Il pellegrinaggio giubilare è uno dei segni che testimonia la necessità di vivere nella speranza. L’immagine del pellegrinaggio ci permette di riflettere sulla nostra esistenza perché ci aiuta a capire che abbiamo veramente bisogno di una verità e di una speranza che non deluda. Se da una parte la sua rappresentazione appartiene alla natura stessa della Chiesa, dall’altra è anche icona della vita di ogni persona, credente o non credente. La sua importanza si è fatta più pressante nel nostro tempo, soprattutto perché le nuove generazioni appaiono erranti e spaesate e molto spesso vivono senza un ideale e una meta da raggiungere. Sembrano dei viandanti senza un preciso riferimento valoriale da perseguire. Il pellegrino, invece, ha un traguardo e una destinazione davanti a sé. Cerca incessantemente il senso della vita e la direzione più giusta per il suo cammino. 

La speranza cristiana

Il cammino vocazionale e la peregrinazione esistenziale si rafforzano in virtù della fede in Cristo Risorto. In lui, ogni uomo può trovare la sua speranza e gridare con gioia al mondo: «Cristo, mia speranza, è risorto»[1]. Egli è il senso ultimo che illumina tutta la realtà e le relazioni interpersonali. La speranza cristiana diventa così un potente serbatoio di energie spirituali e un elemento dinamizzante. Senza la fede in Cristo morto e risorto, la speranza diventa fragile e si affievolisce. In realtà, chi confida in Cristo si proietta nel futuro e non cede alla disperazione, perché è sorretto dal suo amore. Per questo sant’Agostino ribadisce: «Solo la speranza ci fa propriamente cristiani»[2]. La speranza cristiana vive della logica pasquale, promuove la gioia della fraternità e guida al dono della vita fino al martirio. Nella risurrezione di Cristo, la speranza della vita eterna trova la sua misteriosa, concretissima e convincente narrazione. Appare così credibile ciò che ancora Agostino scrive: «La nostra vita, adesso, è speranza, poi sarà eternità»[3].

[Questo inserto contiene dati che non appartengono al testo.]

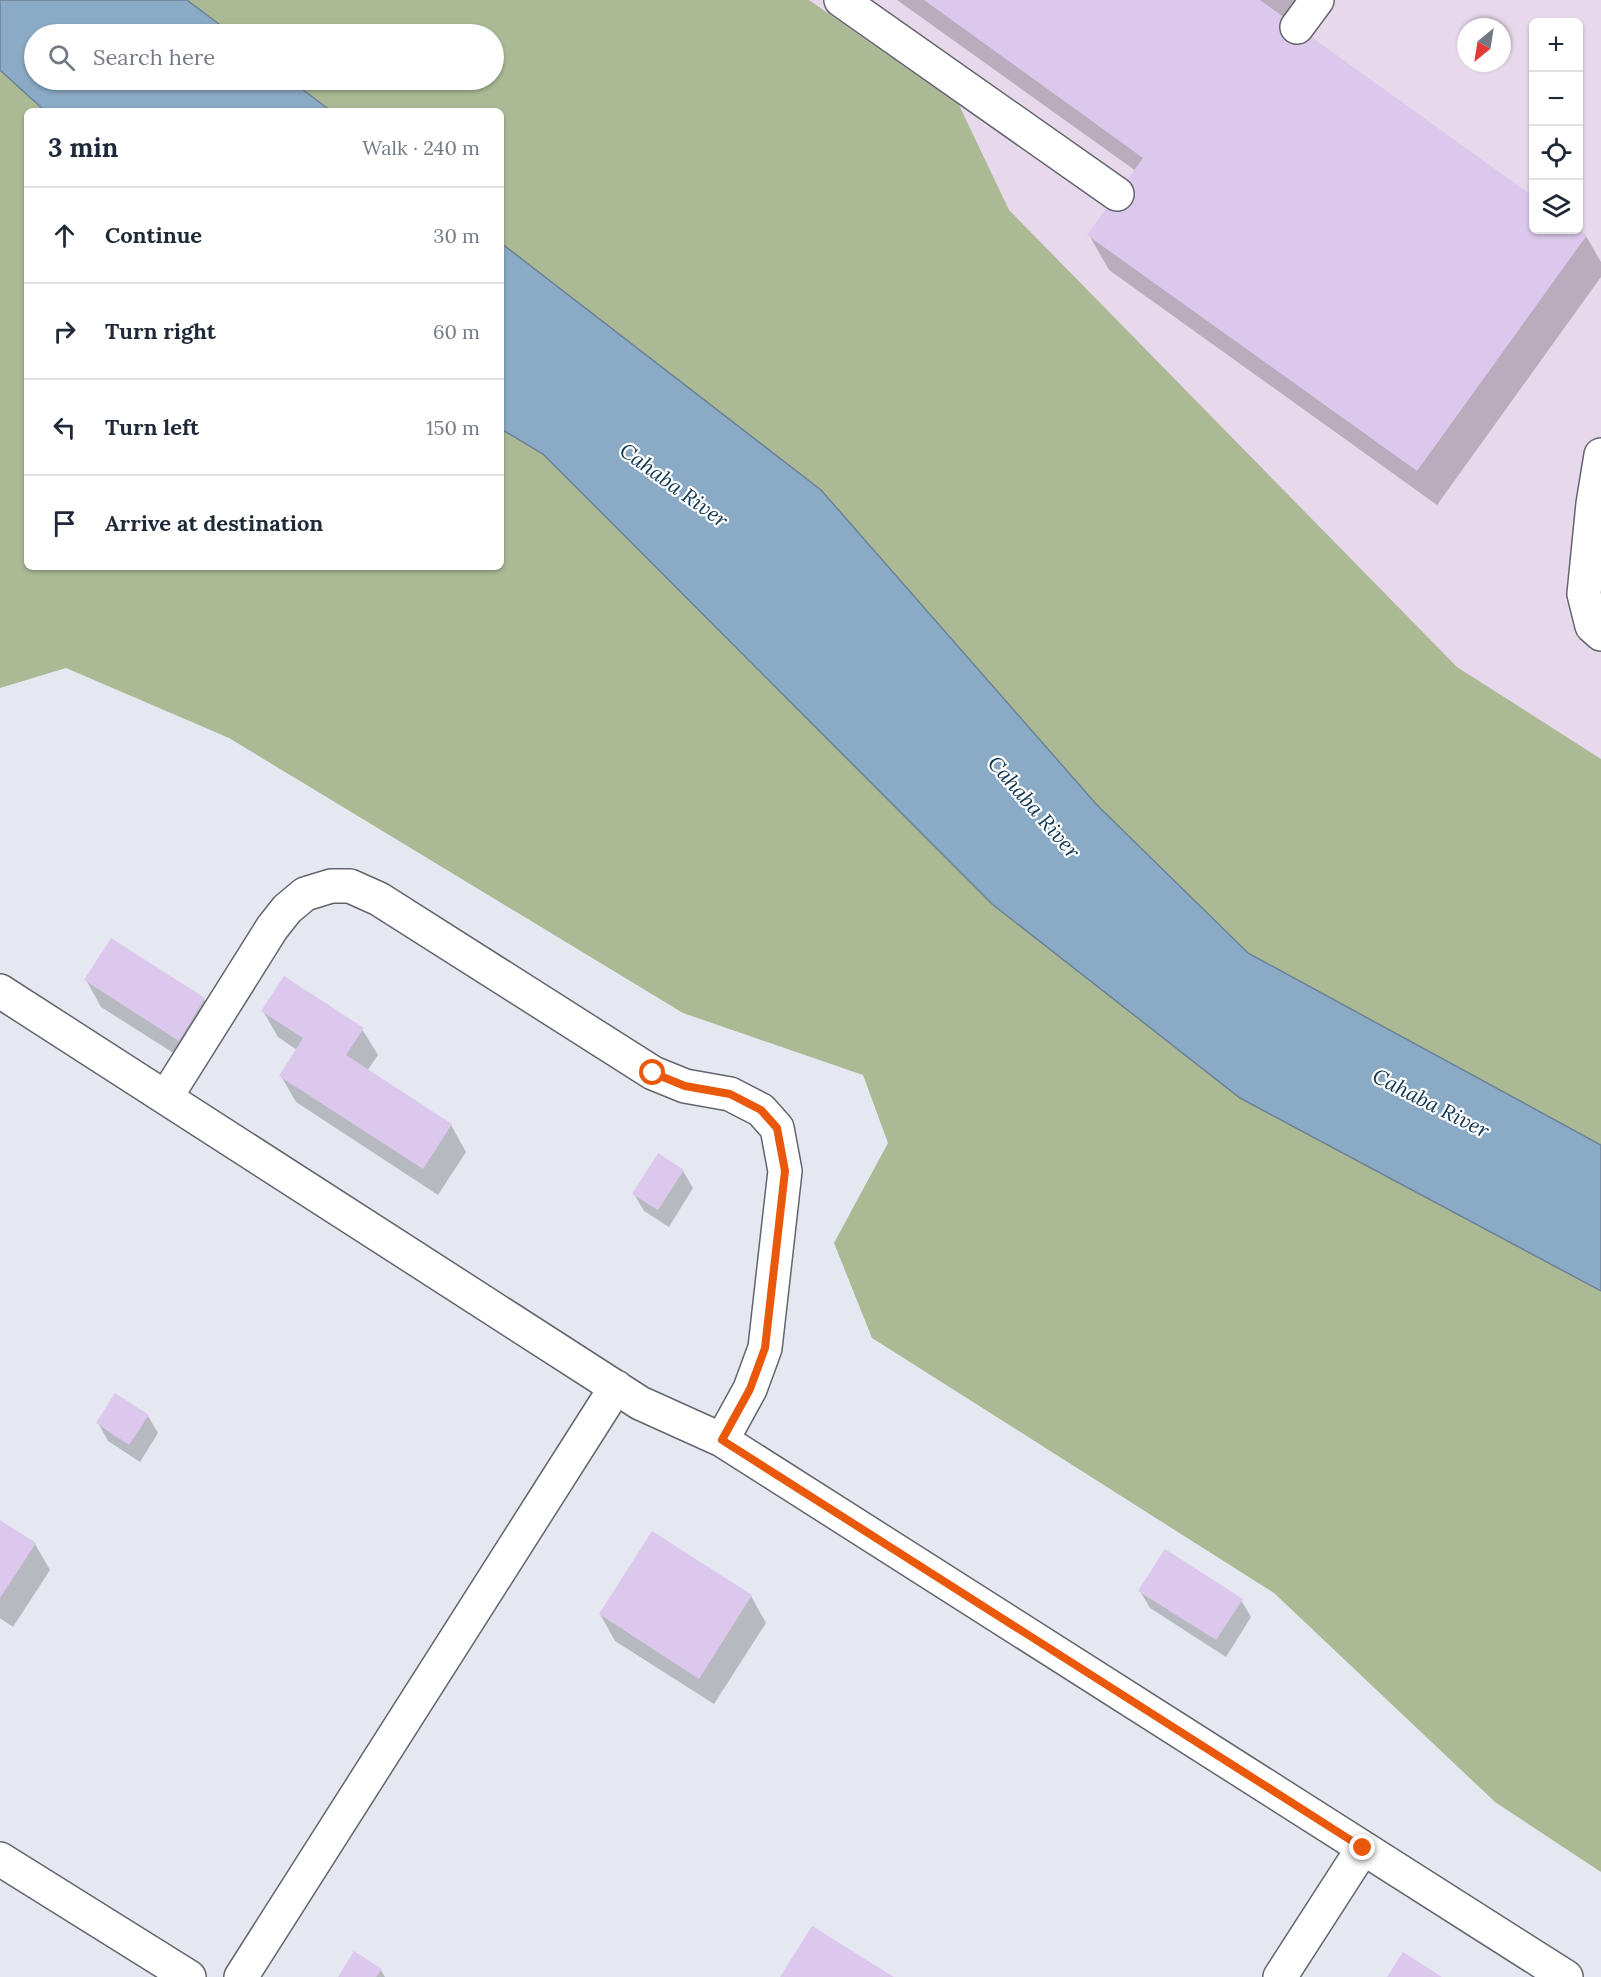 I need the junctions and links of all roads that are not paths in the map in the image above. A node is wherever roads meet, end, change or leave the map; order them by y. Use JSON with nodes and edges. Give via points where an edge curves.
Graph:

Sperare è camminare, anzi è volare

Vivere è procedere e avanzare. E come la vocazione matura attraverso un itinerario e un percorso da compiere, così la speranza è sinonimo di cammino. Non a caso Isidoro di Siviglia individua l’etimologia di spesin pes (piede), collegando la speranza al sentiero da percorre[4]. Ma c’è di più. Per san Bonaventura, sperare non è solo camminare, ma è volare, collocarsi tra l’oggi e l’eschaton, orientati verso la pienezza che avverrà nell’incontro con il Risorto. Si comprende così che la vocazione e la speranza hanno lo stesso dinamismo che consente di progredire nel cammino e di spiccare il volo. I due temi, accomunati tra di loro, indicano una direzione e un orientamento e rafforzano il gusto di alzare il capo, tenere lo sguardo rivolto in avanti e verso l’alto, scrutando l’orizzonte ultimo della propria vita.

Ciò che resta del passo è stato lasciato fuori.